### What you need to do:
Your answer should be each line of the entries that contains the word "Southwest", copied in full.

### Dataset entries:

----------

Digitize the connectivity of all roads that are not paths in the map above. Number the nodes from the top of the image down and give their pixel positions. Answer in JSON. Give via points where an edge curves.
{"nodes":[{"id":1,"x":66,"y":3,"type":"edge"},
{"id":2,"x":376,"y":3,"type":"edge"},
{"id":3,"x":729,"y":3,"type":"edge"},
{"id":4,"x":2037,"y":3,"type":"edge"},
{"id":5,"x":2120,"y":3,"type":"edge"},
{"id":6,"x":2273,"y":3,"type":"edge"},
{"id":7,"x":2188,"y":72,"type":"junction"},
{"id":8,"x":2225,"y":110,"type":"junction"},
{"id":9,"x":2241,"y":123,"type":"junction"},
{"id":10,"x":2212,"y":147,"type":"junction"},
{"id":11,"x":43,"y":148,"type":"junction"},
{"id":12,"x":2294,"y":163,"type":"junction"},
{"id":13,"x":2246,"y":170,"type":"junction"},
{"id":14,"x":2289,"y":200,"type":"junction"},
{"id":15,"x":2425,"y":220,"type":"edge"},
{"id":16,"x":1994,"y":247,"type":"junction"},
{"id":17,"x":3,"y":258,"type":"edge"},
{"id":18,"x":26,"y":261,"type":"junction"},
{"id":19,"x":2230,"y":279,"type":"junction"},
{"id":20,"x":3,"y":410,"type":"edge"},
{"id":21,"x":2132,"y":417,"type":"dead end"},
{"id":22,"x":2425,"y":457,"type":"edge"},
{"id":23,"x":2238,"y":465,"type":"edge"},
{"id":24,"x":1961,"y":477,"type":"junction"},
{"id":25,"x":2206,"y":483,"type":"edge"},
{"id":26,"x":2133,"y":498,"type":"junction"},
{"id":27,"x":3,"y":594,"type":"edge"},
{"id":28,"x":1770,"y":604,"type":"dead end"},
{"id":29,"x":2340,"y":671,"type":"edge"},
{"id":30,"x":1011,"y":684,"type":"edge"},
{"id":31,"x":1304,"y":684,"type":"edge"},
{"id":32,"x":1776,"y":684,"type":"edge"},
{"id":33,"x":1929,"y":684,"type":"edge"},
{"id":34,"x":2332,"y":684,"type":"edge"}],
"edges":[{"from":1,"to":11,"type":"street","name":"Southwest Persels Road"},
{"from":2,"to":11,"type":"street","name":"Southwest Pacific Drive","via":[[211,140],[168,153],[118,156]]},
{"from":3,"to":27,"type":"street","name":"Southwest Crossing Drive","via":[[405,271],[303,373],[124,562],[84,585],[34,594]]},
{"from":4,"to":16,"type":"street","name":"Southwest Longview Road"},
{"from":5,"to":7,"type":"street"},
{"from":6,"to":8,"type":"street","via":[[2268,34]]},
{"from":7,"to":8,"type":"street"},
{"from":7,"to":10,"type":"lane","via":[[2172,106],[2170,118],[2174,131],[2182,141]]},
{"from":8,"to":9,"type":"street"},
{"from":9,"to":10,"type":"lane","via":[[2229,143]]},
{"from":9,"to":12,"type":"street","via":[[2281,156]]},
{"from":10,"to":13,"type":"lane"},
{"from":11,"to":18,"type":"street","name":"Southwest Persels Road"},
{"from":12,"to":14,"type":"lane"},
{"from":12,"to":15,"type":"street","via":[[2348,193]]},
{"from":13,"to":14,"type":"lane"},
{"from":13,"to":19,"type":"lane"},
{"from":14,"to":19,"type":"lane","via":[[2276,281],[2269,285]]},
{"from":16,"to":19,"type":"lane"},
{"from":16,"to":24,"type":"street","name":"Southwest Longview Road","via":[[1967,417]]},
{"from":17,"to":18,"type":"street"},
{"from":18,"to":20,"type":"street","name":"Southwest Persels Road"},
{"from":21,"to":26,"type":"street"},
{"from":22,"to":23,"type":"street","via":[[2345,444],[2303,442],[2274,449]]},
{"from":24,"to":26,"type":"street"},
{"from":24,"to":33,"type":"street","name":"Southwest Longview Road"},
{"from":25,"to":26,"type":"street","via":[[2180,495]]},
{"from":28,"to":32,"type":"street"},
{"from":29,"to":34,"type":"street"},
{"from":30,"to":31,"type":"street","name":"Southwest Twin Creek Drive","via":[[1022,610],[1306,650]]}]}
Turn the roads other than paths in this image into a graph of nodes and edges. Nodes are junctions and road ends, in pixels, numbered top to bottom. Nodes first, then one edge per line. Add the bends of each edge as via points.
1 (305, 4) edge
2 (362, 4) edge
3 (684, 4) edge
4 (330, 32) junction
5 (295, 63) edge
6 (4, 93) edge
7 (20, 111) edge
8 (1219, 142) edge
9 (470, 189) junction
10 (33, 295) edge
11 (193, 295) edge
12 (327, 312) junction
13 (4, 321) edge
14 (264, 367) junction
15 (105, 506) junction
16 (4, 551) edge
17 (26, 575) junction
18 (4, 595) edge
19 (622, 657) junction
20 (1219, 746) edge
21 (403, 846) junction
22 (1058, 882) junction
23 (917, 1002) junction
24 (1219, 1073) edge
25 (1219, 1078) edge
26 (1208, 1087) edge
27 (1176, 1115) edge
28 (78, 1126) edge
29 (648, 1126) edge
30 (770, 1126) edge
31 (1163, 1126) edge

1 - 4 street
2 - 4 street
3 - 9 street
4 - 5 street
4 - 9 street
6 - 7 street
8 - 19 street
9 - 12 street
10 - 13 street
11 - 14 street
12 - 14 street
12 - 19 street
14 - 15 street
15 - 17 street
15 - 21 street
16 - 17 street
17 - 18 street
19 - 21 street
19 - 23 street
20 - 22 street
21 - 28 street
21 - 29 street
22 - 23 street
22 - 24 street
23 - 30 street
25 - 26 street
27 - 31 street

----------

### Exercise response:
"edges":[{"from":1,"to":11,"type":"street","name":"Southwest Persels Road"},
{"from":2,"to":11,"type":"street","name":"Southwest Pacific Drive","via":[[211,140],[168,153],[118,156]]},
{"from":3,"to":27,"type":"street","name":"Southwest Crossing Drive","via":[[405,271],[303,373],[124,562],[84,585],[34,594]]},
{"from":4,"to":16,"type":"street","name":"Southwest Longview Road"},
{"from":11,"to":18,"type":"street","name":"Southwest Persels Road"},
{"from":16,"to":24,"type":"street","name":"Southwest Longview Road","via":[[1967,417]]},
{"from":18,"to":20,"type":"street","name":"Southwest Persels Road"},
{"from":24,"to":33,"type":"street","name":"Southwest Longview Road"},
{"from":30,"to":31,"type":"street","name":"Southwest Twin Creek Drive","via":[[1022,610],[1306,650]]}]}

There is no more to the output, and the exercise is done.